2. Emissions, Climate Change, and Sea Level Rise Projections

Human activities play an important role in emissions release in the atmosphere, causing global temperatures to rise, warm the oceans and deplete the biodiversity [9] [10] [11]. According to U.S. Environmental Protection Agency (EPA) data in 2019, global CO₂ emissions from fossil fuels have been increasing at an alarming rate since 1900 [12]. For example, Olivier et al. 2015 and 2016 reports on trends in global CO₂ emissions among the Organization for Economic Co-operation and Development (OECD) countries in Europe and Asia, show higher emissions in thousands of tons per annum in 2013 [13] [14]. In the developing countries deforestation caused by slash-and-burn agriculture and fuel wood burning are important sources of carbon dioxide emissions, whereas cattle raising, and rice cultivation are important sources of methane.
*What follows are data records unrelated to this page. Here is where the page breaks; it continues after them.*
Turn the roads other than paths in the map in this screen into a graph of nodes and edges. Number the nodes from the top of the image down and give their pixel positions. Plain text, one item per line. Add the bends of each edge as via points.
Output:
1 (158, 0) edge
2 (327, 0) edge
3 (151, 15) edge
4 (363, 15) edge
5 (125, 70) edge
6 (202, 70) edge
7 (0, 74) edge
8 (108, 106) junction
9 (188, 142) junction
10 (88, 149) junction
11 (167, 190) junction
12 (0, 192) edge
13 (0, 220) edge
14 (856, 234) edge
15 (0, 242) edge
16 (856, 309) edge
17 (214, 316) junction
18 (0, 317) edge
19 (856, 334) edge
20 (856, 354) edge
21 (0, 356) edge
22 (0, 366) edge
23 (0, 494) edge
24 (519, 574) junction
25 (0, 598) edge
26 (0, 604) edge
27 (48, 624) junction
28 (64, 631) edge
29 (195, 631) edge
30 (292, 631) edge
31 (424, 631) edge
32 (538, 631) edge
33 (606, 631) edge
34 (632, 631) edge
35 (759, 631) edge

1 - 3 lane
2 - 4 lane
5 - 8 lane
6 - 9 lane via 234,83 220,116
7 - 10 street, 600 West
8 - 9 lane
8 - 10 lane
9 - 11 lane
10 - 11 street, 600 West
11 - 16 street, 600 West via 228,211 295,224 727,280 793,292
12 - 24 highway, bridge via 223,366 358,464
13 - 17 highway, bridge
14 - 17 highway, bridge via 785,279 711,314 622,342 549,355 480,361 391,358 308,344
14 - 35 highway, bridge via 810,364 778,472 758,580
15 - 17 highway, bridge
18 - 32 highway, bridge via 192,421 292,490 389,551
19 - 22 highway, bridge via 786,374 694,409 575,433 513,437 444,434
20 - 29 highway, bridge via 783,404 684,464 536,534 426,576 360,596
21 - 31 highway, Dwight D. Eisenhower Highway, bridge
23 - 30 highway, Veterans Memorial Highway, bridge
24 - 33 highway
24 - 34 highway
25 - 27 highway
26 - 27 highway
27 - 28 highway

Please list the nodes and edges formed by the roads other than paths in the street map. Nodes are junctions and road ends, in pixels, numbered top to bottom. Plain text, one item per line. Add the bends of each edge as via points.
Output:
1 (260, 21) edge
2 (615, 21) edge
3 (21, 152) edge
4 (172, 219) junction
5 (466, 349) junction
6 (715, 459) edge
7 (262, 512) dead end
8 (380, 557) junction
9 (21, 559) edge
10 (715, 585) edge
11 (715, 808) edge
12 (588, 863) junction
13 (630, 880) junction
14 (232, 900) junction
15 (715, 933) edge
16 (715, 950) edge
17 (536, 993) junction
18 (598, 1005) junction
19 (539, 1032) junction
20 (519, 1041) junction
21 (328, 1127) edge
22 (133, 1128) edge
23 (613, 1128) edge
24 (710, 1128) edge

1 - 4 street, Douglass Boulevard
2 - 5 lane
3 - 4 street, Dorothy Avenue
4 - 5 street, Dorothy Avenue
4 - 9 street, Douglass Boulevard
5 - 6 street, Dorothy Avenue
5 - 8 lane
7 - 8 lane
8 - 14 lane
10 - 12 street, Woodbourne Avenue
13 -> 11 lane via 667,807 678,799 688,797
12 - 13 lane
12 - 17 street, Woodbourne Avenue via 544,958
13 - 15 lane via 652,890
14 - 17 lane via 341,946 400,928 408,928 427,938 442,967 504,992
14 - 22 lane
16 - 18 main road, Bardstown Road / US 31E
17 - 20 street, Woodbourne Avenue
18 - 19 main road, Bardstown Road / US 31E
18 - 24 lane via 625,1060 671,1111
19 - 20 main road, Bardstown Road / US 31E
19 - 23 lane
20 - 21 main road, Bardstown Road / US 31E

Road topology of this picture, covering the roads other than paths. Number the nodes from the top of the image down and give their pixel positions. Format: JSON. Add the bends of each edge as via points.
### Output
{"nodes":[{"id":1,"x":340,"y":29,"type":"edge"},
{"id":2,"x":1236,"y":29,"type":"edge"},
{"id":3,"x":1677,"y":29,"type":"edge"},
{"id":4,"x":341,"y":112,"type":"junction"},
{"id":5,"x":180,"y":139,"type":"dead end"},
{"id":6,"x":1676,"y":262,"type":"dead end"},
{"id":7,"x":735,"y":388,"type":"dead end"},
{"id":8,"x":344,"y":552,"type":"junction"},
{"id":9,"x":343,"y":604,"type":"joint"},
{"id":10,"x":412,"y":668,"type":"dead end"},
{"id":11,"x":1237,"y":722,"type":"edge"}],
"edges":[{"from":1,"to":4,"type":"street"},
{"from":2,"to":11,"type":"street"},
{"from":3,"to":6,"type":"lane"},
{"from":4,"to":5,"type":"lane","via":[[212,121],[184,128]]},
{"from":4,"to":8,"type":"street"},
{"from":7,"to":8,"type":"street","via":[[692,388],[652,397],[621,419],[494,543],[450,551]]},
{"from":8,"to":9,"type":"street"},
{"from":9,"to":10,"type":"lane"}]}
According to (Borroto, 1997), other stressors such as ammonia-based fertilizers and solvents, refrigerants and forming agents contribute to nitric oxide and chlorofluorocarbon. These and other sources are thought to be enhancing greenhouse effect leading to global warming [15]. In the United States, U.S. EPA reported that CO₂ emissions from the burning of fossil fuel for energy, transportation and electricity production constituted 77 percent of all U.S. man-made greenhouse-gas emissions in 2018 [16].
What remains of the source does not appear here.